Set down each line of the data exactly, but not the pictures.

☆ ☆ ☆ ☆

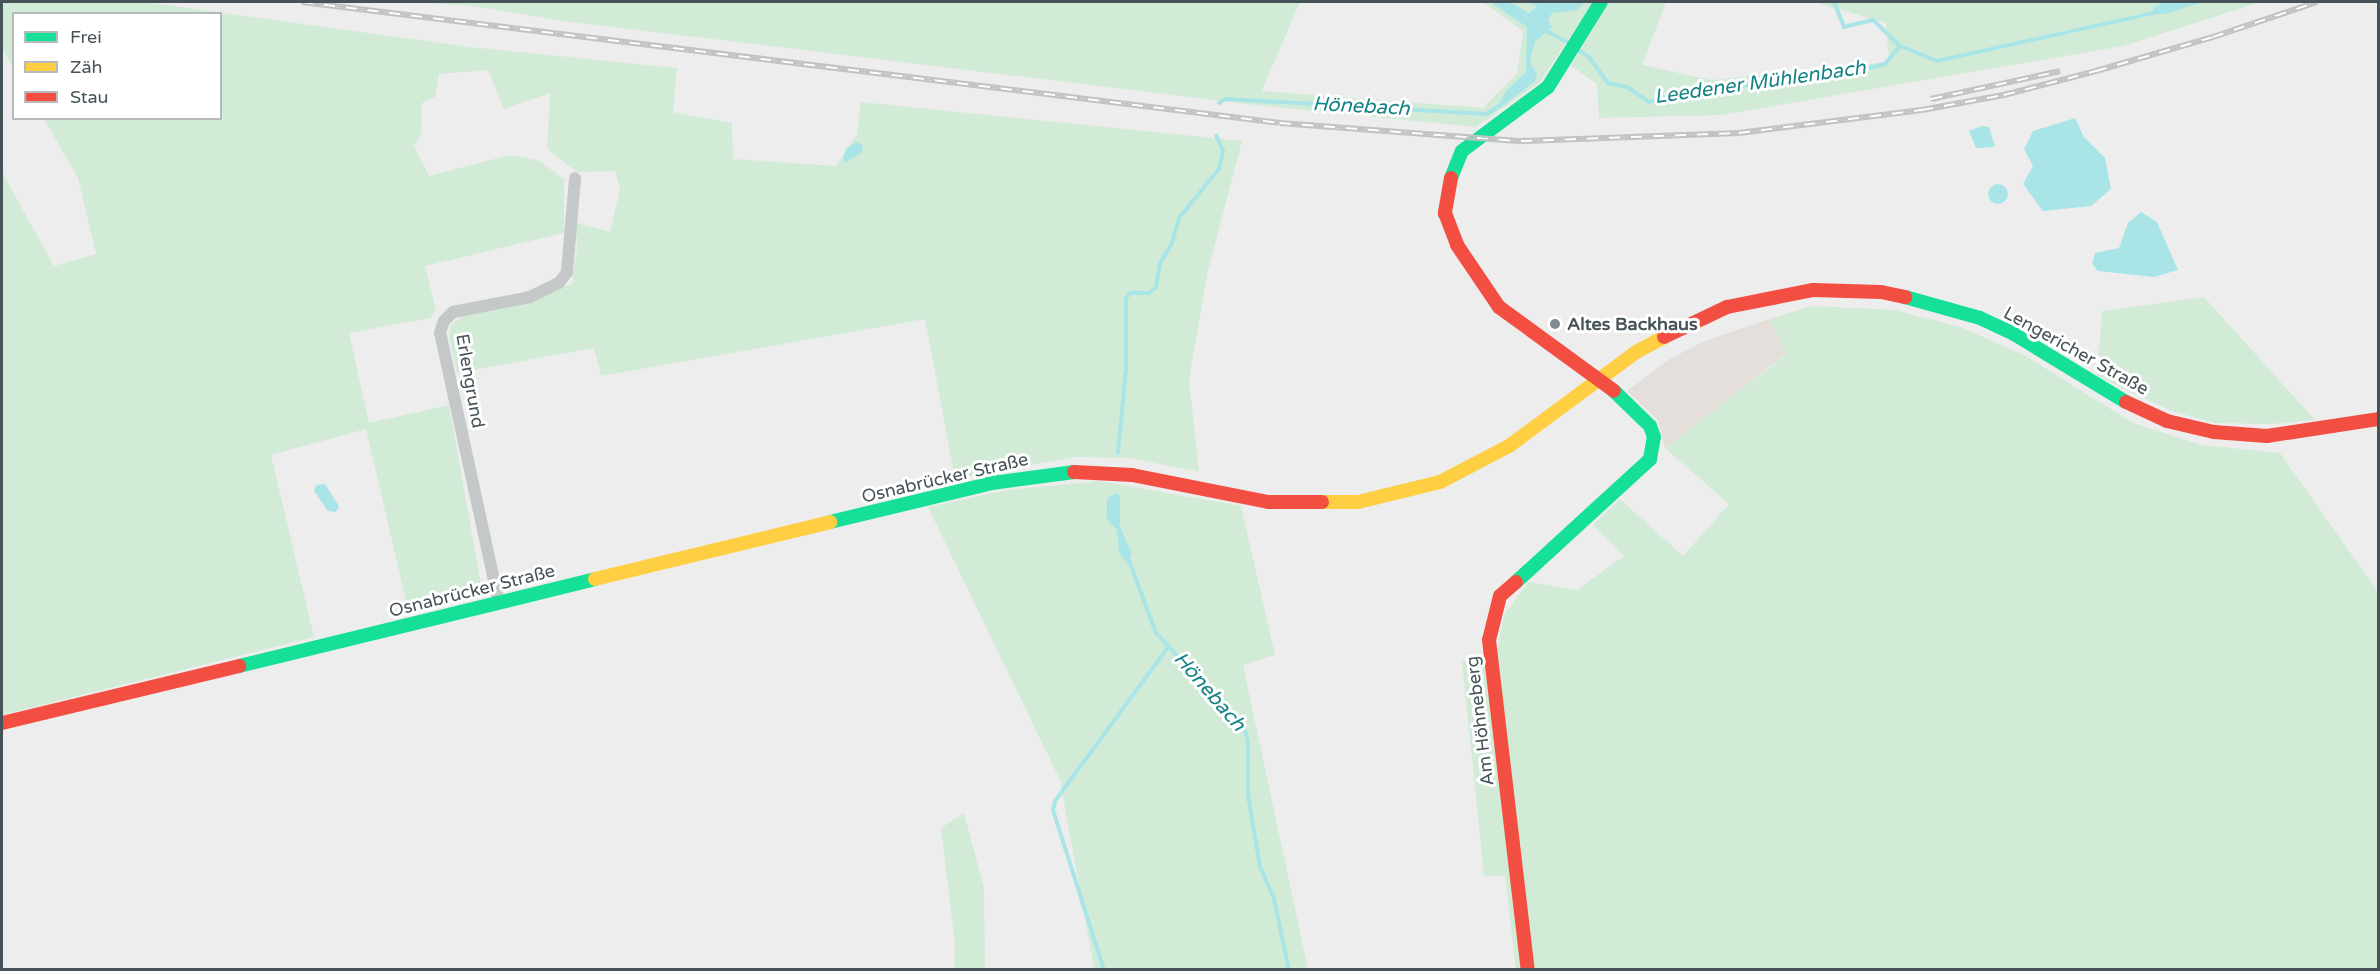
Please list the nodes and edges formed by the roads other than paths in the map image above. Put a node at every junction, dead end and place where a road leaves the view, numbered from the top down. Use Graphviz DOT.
graph roads {
  1 [pos="1601,2"];
  2 [pos="575,178"];
  3 [pos="1934,303"];
  4 [pos="1600,378"];
  5 [pos="2379,419"];
  6 [pos="499,603"];
  7 [pos="2,723"];
  8 [pos="1528,969"];
  1 -- 4 [label="main road"];
  2 -- 6 [label="street, Erlengrund"];
  3 -- 4 [label="main road, Osnabrücker Straße"];
  3 -- 5 [label="main road, Lengericher Straße"];
  4 -- 6 [label="main road, Osnabrücker Straße"];
  4 -- 8 [label="main road, Am Höhneberg"];
  6 -- 7 [label="main road, Osnabrücker Straße"];
}
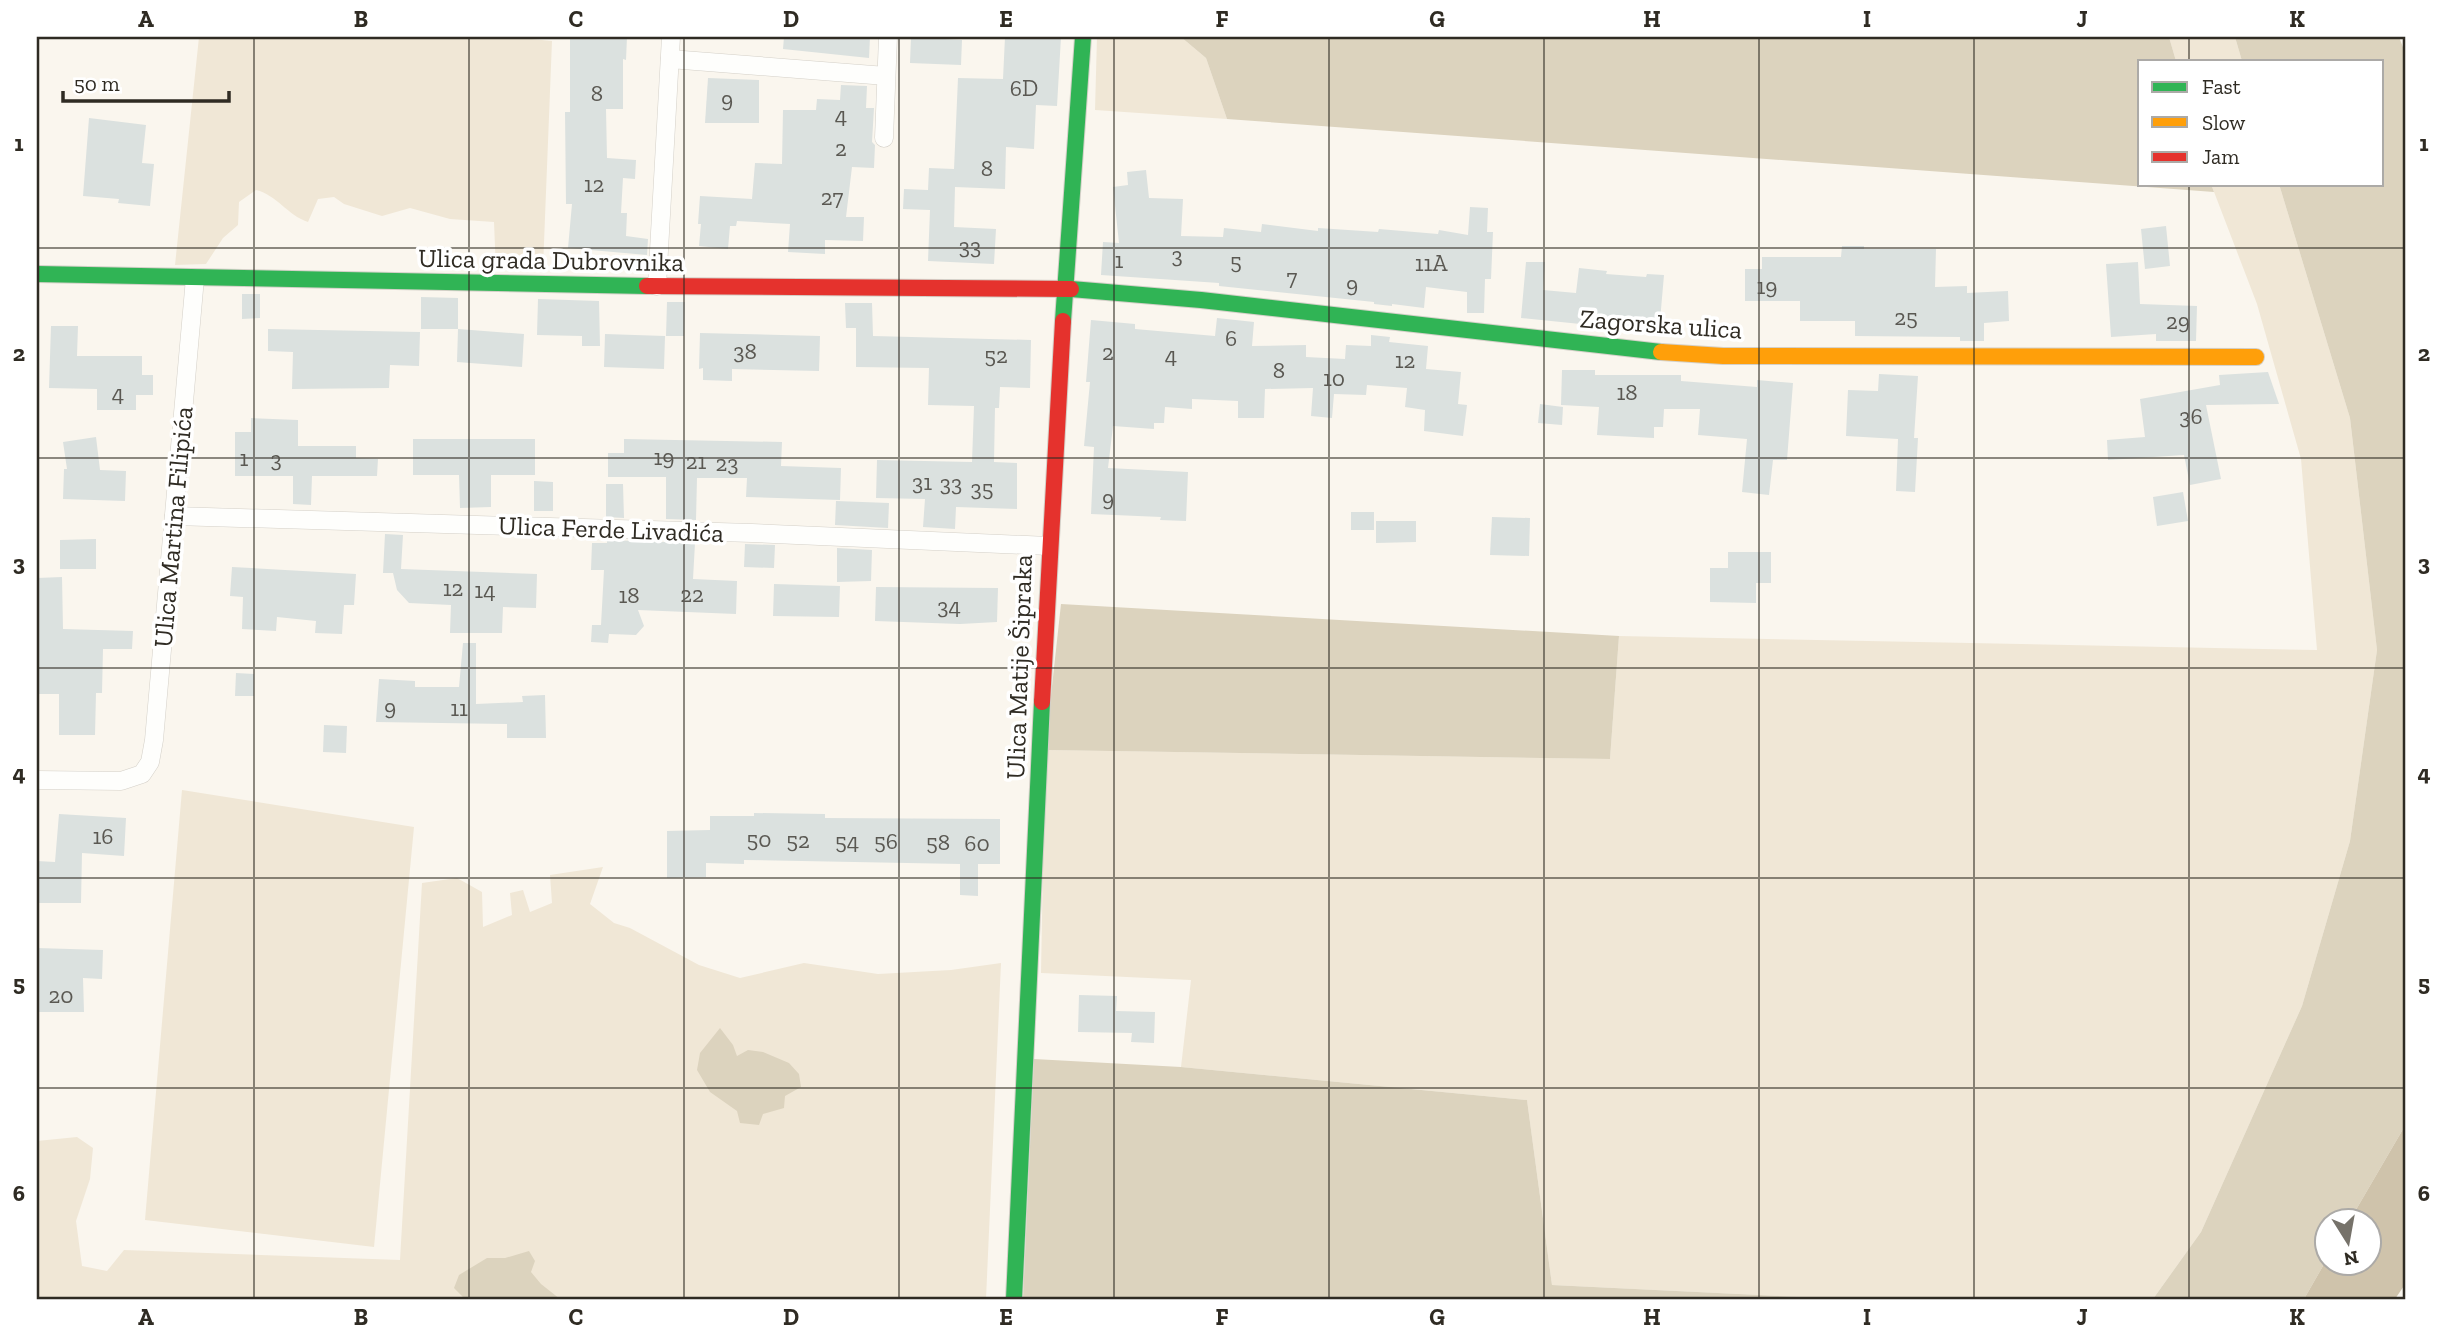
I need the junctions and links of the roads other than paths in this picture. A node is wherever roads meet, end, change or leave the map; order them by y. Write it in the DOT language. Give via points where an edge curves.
graph roads {
  1 [pos="671,37"];
  2 [pos="888,37"];
  3 [pos="1083,37"];
  4 [pos="670,58"];
  5 [pos="886,76"];
  6 [pos="884,138"];
  7 [pos="37,274"];
  8 [pos="195,278"];
  9 [pos="657,286"];
  10 [pos="1064,288"];
  11 [pos="2256,357"];
  12 [pos="174,516"];
  13 [pos="1049,546"];
  14 [pos="37,780"];
  15 [pos="1014,1299"];
  1 -- 4 [label="street"];
  2 -- 5 [label="street"];
  3 -- 10 [label="street, Ulica Matije Šipraka"];
  4 -- 5 [label="street"];
  4 -- 9 [label="street"];
  5 -- 6 [label="street"];
  7 -- 8 [label="street, Ulica grada Dubrovnika"];
  8 -- 9 [label="street, Ulica grada Dubrovnika"];
  8 -- 12 [label="street, Ulica Martina Filipića"];
  9 -- 10 [label="street, Ulica grada Dubrovnika"];
  10 -- 11 [label="street, Zagorska ulica" via="1723,356"];
  10 -- 13 [label="street, Ulica Matije Šipraka"];
  12 -- 13 [label="street, Ulica Ferde Livadića"];
  12 -- 14 [label="street, Ulica Martina Filipića" via="150,762 142,774 121,781"];
  13 -- 15 [label="street, Ulica Matije Šipraka"];
}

☆ ☆ ☆ ☆

Result of the exercise
Please list the nodes and edges formed by the roads other than paths in the map image above. Put a node at every junction, dead end and place where a road leaves the view, numbered from the top down. Use Graphviz DOT.
graph roads {
  1 [pos="1601,2"];
  2 [pos="575,178"];
  3 [pos="1934,303"];
  4 [pos="1600,378"];
  5 [pos="2379,419"];
  6 [pos="499,603"];
  7 [pos="2,723"];
  8 [pos="1528,969"];
  1 -- 4 [label="main road"];
  2 -- 6 [label="street, Erlengrund"];
  3 -- 4 [label="main road, Osnabrücker Straße"];
  3 -- 5 [label="main road, Lengericher Straße"];
  4 -- 6 [label="main road, Osnabrücker Straße"];
  4 -- 8 [label="main road, Am Höhneberg"];
  6 -- 7 [label="main road, Osnabrücker Straße"];
}
I need the junctions and links of the roads other than paths in this picture. A node is wherever roads meet, end, change or leave the map; order them by y. Write it in the DOT language. Give via points where an edge curves.
graph roads {
  1 [pos="671,37"];
  2 [pos="888,37"];
  3 [pos="1083,37"];
  4 [pos="670,58"];
  5 [pos="886,76"];
  6 [pos="884,138"];
  7 [pos="37,274"];
  8 [pos="195,278"];
  9 [pos="657,286"];
  10 [pos="1064,288"];
  11 [pos="2256,357"];
  12 [pos="174,516"];
  13 [pos="1049,546"];
  14 [pos="37,780"];
  15 [pos="1014,1299"];
  1 -- 4 [label="street"];
  2 -- 5 [label="street"];
  3 -- 10 [label="street, Ulica Matije Šipraka"];
  4 -- 5 [label="street"];
  4 -- 9 [label="street"];
  5 -- 6 [label="street"];
  7 -- 8 [label="street, Ulica grada Dubrovnika"];
  8 -- 9 [label="street, Ulica grada Dubrovnika"];
  8 -- 12 [label="street, Ulica Martina Filipića"];
  9 -- 10 [label="street, Ulica grada Dubrovnika"];
  10 -- 11 [label="street, Zagorska ulica" via="1723,356"];
  10 -- 13 [label="street, Ulica Matije Šipraka"];
  12 -- 13 [label="street, Ulica Ferde Livadića"];
  12 -- 14 [label="street, Ulica Martina Filipića" via="150,762 142,774 121,781"];
  13 -- 15 [label="street, Ulica Matije Šipraka"];
}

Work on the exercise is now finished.